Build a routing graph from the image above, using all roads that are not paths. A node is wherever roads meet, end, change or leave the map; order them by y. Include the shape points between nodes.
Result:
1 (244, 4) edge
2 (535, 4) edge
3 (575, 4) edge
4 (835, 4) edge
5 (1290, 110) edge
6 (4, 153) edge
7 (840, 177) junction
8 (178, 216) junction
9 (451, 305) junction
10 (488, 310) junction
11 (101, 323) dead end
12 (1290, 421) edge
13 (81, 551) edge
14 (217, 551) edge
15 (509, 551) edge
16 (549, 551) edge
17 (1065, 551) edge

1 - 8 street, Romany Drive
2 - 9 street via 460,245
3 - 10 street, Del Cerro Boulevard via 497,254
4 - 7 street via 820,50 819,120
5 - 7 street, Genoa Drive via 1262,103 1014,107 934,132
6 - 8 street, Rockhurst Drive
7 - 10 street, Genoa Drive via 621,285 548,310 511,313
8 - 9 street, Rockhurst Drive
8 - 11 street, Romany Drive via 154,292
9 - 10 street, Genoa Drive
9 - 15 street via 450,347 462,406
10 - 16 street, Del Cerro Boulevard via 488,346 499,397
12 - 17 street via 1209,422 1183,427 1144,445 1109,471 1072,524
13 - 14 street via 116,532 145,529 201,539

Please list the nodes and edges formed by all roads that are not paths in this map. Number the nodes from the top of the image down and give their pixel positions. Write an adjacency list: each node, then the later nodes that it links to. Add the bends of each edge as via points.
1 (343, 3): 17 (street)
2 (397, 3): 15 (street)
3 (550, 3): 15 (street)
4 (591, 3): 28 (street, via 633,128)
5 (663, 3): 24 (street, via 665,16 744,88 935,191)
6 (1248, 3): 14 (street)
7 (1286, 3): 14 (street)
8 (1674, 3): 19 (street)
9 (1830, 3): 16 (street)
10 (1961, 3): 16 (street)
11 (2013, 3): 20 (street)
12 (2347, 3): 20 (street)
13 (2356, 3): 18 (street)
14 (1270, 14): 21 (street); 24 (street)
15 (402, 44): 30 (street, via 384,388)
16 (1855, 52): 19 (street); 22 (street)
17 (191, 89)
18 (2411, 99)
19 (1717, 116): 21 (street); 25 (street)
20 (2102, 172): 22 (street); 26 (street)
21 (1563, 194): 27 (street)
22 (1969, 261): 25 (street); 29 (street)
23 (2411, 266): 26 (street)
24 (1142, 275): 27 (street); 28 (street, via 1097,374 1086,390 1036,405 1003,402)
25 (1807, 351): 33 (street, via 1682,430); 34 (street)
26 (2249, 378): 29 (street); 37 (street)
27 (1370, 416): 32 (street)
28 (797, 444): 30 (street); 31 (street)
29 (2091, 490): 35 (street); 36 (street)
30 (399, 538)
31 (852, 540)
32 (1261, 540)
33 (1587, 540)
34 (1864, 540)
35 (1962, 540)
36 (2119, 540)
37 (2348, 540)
——
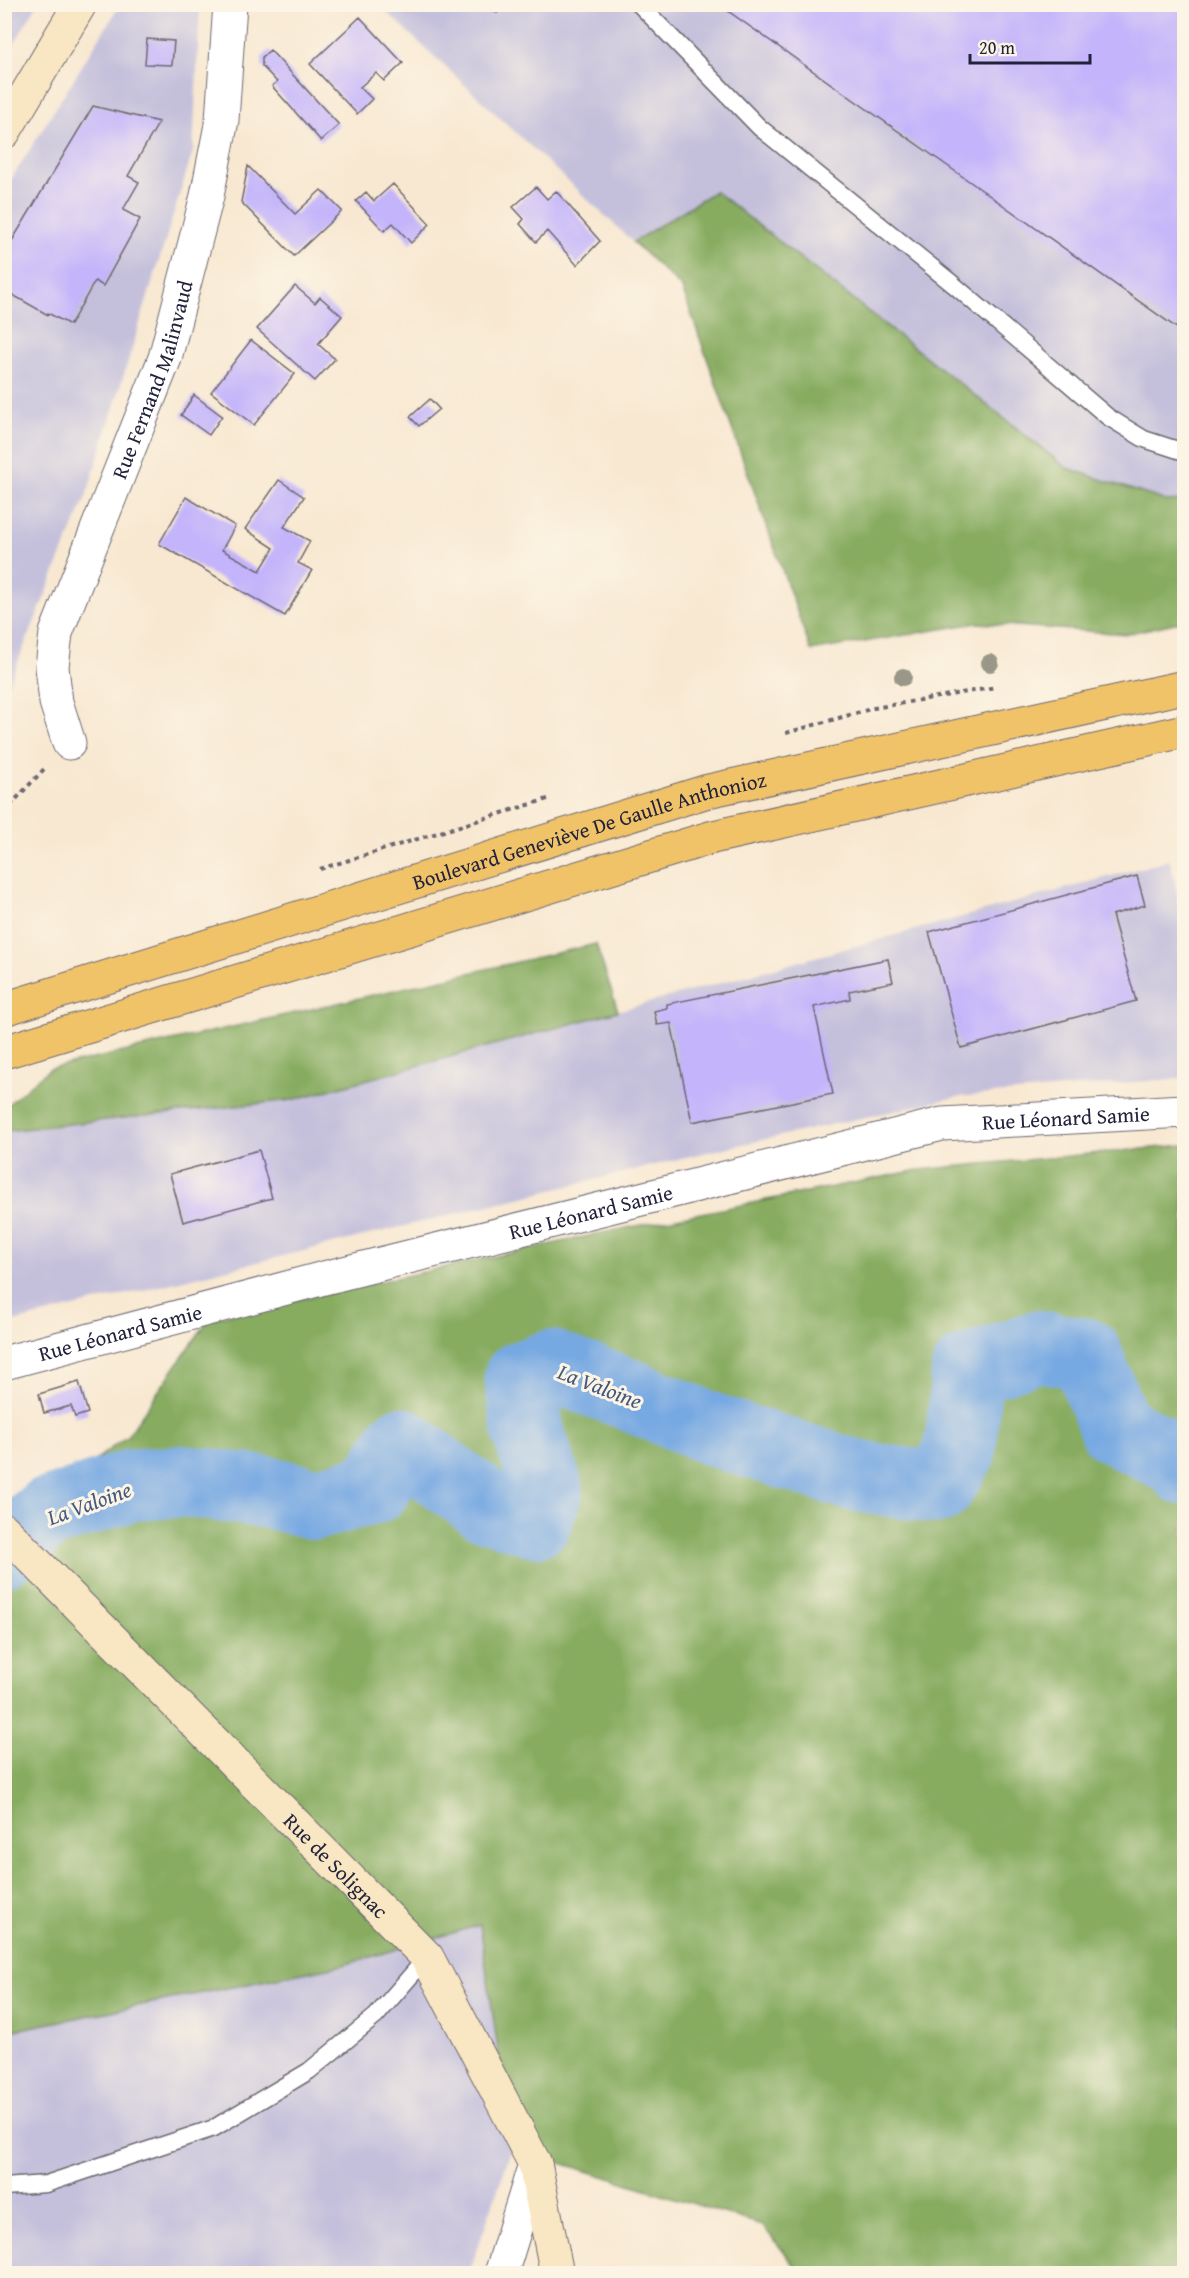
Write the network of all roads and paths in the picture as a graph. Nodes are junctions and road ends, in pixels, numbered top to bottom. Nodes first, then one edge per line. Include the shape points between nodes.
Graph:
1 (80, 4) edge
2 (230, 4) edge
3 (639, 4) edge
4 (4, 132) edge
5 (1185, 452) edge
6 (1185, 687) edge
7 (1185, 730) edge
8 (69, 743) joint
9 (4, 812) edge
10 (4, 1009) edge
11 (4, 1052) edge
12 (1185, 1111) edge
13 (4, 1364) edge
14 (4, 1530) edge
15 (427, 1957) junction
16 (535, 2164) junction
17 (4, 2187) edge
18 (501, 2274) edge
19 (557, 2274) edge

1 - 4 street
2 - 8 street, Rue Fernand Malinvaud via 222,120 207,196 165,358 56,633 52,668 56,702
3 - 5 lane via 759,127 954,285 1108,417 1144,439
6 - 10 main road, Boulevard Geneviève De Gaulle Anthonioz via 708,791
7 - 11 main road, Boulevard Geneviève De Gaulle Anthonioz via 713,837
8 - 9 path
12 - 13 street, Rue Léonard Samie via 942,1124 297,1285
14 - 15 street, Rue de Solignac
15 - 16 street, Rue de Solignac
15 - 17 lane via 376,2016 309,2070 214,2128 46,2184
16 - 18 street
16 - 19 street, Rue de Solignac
——
== Required work ==
Work out how many lines in the data hold the word "between"; reply with the number alone.

== Output of the task ==
2